New Upper Mol Ratte Is Actually Three Naked Mole Rats Stacked on Top of Each Other

By Jack Archer

In a shocking turn of events, new upper Mol Ratte, praised last week as the pioneer of an underground tunnel system spanning the entire campus, is actually not a human.

New Upper Mol Ratte is three naked more rats stacked on top of each other.

A prep made the discovery one Monday night as he staggered back to his and Mol’s dorm after a hard day of pass-fail, his lanyard weighing him down. As he went through the ordeal of unclipping his Lion Card to open the front door, he noticed Mol pop out from under the ground, near a grove of trees just beginning to show their autumnal colors. 

“I waved to him, and he waved back,” The prep said. “Mol’s always in a good mood. But that all changed when he heard the bird.”

According to eyewitness reports, as Mol hopped out of his tunnel system, a shrill bird call pierced the soft rustle of leaves in the wind. The small boy’s face fell, and morphed into an expression of fear. Scanning the trees, he met the gaze of a small hawk perched on a branch.

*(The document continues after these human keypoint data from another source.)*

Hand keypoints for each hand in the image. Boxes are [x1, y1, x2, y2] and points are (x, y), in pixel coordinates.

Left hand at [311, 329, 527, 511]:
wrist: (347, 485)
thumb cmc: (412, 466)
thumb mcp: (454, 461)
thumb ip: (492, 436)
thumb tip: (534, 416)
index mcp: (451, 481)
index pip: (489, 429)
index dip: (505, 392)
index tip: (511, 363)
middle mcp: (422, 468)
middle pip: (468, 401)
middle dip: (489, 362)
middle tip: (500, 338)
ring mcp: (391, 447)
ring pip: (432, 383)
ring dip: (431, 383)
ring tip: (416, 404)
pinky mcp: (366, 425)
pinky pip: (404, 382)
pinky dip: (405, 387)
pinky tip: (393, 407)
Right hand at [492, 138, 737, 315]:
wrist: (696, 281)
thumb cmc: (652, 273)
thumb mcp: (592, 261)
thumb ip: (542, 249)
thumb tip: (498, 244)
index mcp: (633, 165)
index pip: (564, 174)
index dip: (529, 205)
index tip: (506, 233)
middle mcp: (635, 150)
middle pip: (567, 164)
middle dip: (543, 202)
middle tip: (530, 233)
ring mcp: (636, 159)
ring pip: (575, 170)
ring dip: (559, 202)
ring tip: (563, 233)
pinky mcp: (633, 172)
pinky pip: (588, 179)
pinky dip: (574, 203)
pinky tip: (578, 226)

“He saw the hawk, and it was like his face had melted,” said the prep, shuddering at the memory. “I’ve never seen that kind of primal fear before. The look lasted for about a second. The-then he… scattered. Have you ever watched your friend scatter? No. Because you’ve never had a friend made out three naked mole rats stacked on top of each other.”

The three hairless animals who called themselves Mol Ratte flew in three different directions, tearing their way out of his shirt, tumbling over each other to escape their natural predator. The Hawk, realising that it had in fact spotted not just one but three tasty snacks, threw itself from its perch in pursuit of its prey. The prep, who had witnessed everything, reconsidered his decision to come to Exeter, then went into his and had the strangest conversation ever held in a common room. 

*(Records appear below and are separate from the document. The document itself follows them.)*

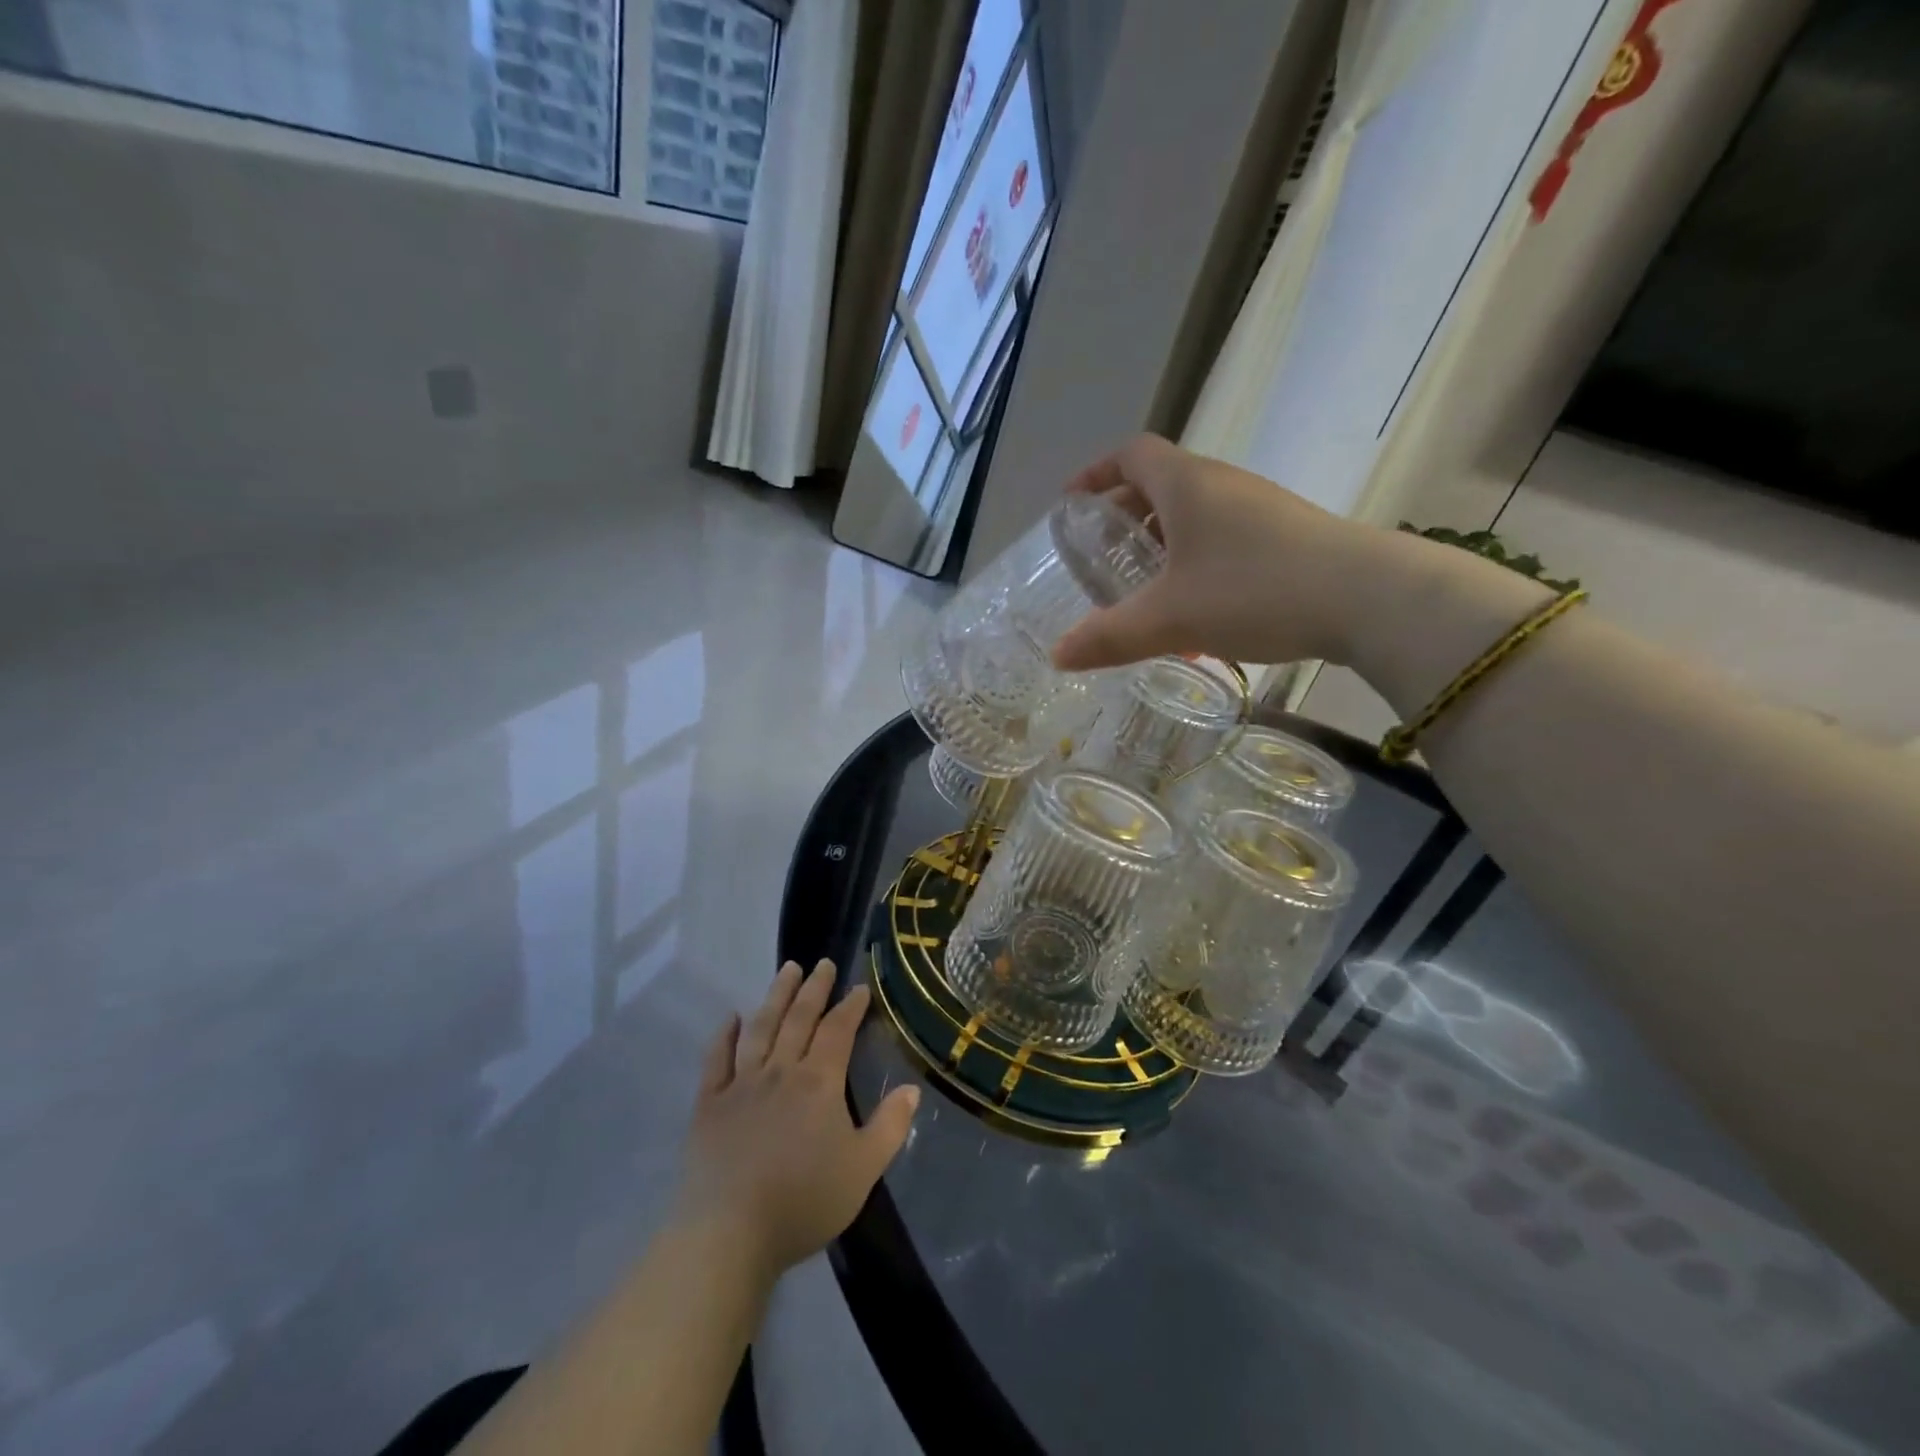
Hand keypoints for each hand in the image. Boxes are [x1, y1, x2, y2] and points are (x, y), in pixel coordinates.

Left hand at [673, 961, 919, 1279]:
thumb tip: (912, 1089)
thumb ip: (890, 1126)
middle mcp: (780, 1071)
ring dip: (775, 996)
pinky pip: (716, 1060)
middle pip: (799, 1018)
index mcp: (819, 1082)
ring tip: (786, 970)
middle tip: (821, 963)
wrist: (729, 1233)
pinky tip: (730, 1018)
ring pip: (760, 1028)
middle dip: (814, 988)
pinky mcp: (709, 1105)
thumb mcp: (863, 1169)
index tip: (859, 987)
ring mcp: (741, 1084)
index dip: (850, 1007)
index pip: (838, 1031)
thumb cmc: (803, 1201)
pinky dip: (723, 1035)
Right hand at [1051, 434, 1402, 672]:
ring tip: (1142, 593)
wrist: (1369, 599)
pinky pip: (1222, 541)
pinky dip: (1194, 566)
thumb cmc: (1255, 590)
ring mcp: (1258, 510)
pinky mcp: (1285, 537)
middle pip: (1160, 486)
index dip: (1096, 473)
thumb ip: (1109, 637)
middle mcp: (1222, 485)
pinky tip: (1194, 617)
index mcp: (1187, 484)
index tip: (1072, 506)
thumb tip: (1057, 656)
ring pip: (1193, 518)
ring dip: (1160, 548)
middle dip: (1123, 520)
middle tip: (1101, 560)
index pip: (1131, 454)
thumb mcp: (1170, 618)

“Look, call me crazy, but I knew it!” claimed the prep we interviewed last week. “I told you! I said it! It all makes sense now! He doesn’t drink water because Mole Rats don’t need water, he talks about having multiple fathers and brothers, but only one mother—that’s the queen of the colony! And he doesn’t dig with his shovel! All three of them just use their, their, oh, that’s gross.”

In a short interview with the Humor Section, all three mole rats insisted that they had nothing but good intentions. “Look,” said the mole rat on top. “We just wanted an education, man! How else are we gonna get it?” The mole rats under him said nothing, but nodded their heads as much as they could without toppling the stack.

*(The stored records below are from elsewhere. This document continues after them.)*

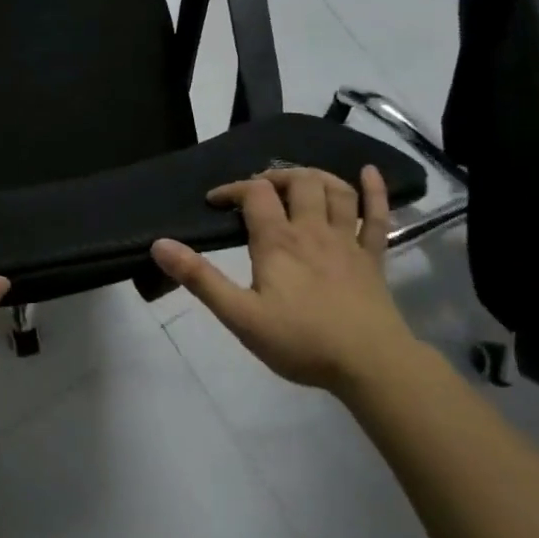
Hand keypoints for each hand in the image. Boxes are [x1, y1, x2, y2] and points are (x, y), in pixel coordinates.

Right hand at [151, 165, 418, 392]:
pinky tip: (369, 173)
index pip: (254, 193)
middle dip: (275, 176)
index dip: (233, 189)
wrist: (370, 364)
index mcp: (278, 241)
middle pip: (298, 181)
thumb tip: (160, 244)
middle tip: (259, 191)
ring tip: (299, 181)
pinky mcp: (374, 257)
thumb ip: (200, 279)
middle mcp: (313, 230)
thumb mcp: (240, 316)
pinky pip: (378, 216)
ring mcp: (347, 241)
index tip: (215, 201)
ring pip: (336, 191)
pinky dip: (375, 191)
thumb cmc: (301, 341)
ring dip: (316, 177)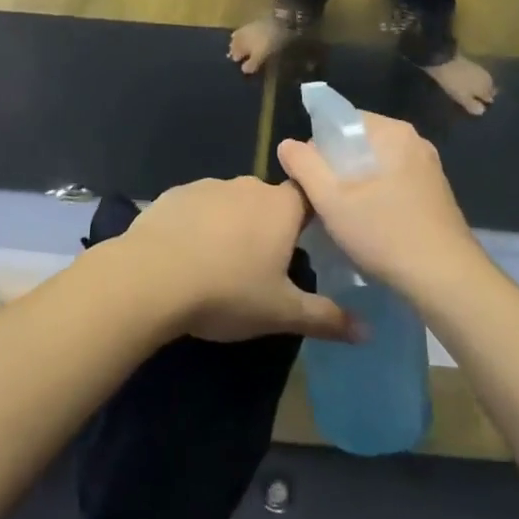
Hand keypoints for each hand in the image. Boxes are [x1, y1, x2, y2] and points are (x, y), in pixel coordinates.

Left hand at [120, 176, 355, 342]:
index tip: (308, 240)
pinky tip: (186, 256)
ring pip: (231, 203)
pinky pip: (197, 207)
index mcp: (281, 207)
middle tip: (263, 266)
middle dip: (269, 227)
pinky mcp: (174, 195)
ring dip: (232, 225)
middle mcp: (247, 186)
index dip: (312, 215)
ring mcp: (208, 186)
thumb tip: (368, 332)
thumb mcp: (281, 313)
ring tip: (220, 265)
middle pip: (268, 201)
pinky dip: (198, 226)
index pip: (309, 196)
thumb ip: (327, 318)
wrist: (151, 278)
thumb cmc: (227, 292)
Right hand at [276, 112, 480, 295]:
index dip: (318, 145)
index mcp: (393, 132)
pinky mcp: (435, 193)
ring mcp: (429, 168)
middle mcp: (415, 142)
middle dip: (336, 167)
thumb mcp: (331, 199)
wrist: (446, 279)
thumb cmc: (384, 233)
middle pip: (359, 143)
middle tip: (324, 201)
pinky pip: (394, 182)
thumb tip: (288, 144)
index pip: (341, 120)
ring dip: (355, 184)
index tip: (310, 178)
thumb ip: (304, 165)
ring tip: (344, 216)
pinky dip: (377, 196)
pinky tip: (371, 225)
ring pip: (376, 165)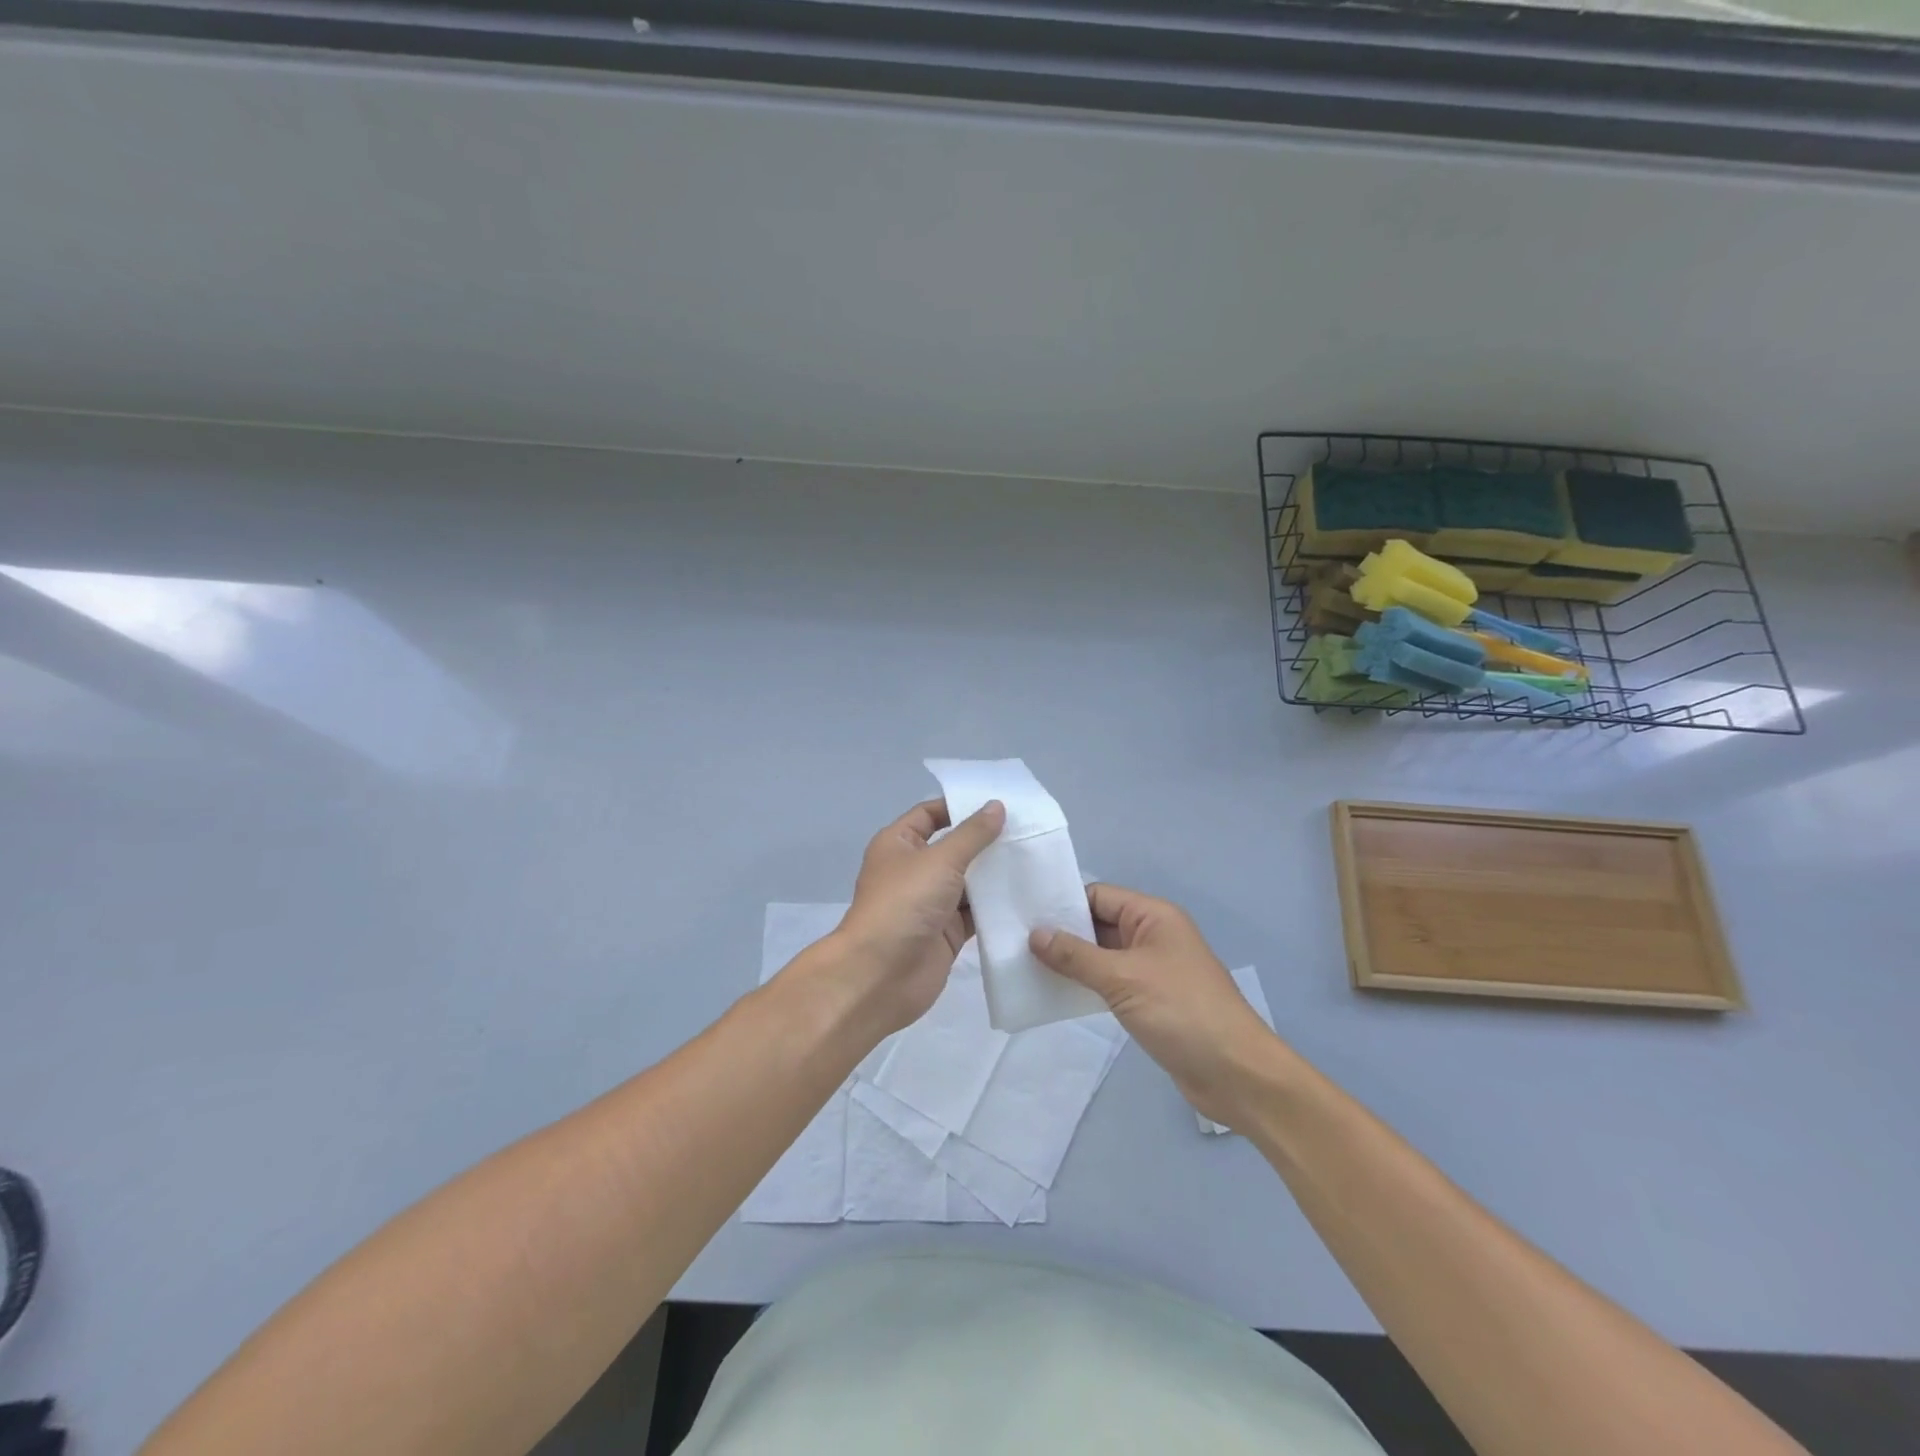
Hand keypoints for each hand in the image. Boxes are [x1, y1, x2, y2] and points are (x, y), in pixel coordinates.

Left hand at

The administration has requested that Ratte withdraw from the Academy. “As a student, he was intelligent (perhaps more so than many of our students), engaging, and kind,” They said in a statement to the Exonian. “We will be sad to see him go, but he is being sent home for reasons beyond the fact that he is three naked mole rats.”

According to an anonymous source the real reason Mol dug tunnels was because he — or should I say they? — planned to move his entire family to campus. The Academy didn’t want to be held accountable for injuries sustained by biology faculty excitedly dragging their classes six feet underground to conduct a lab.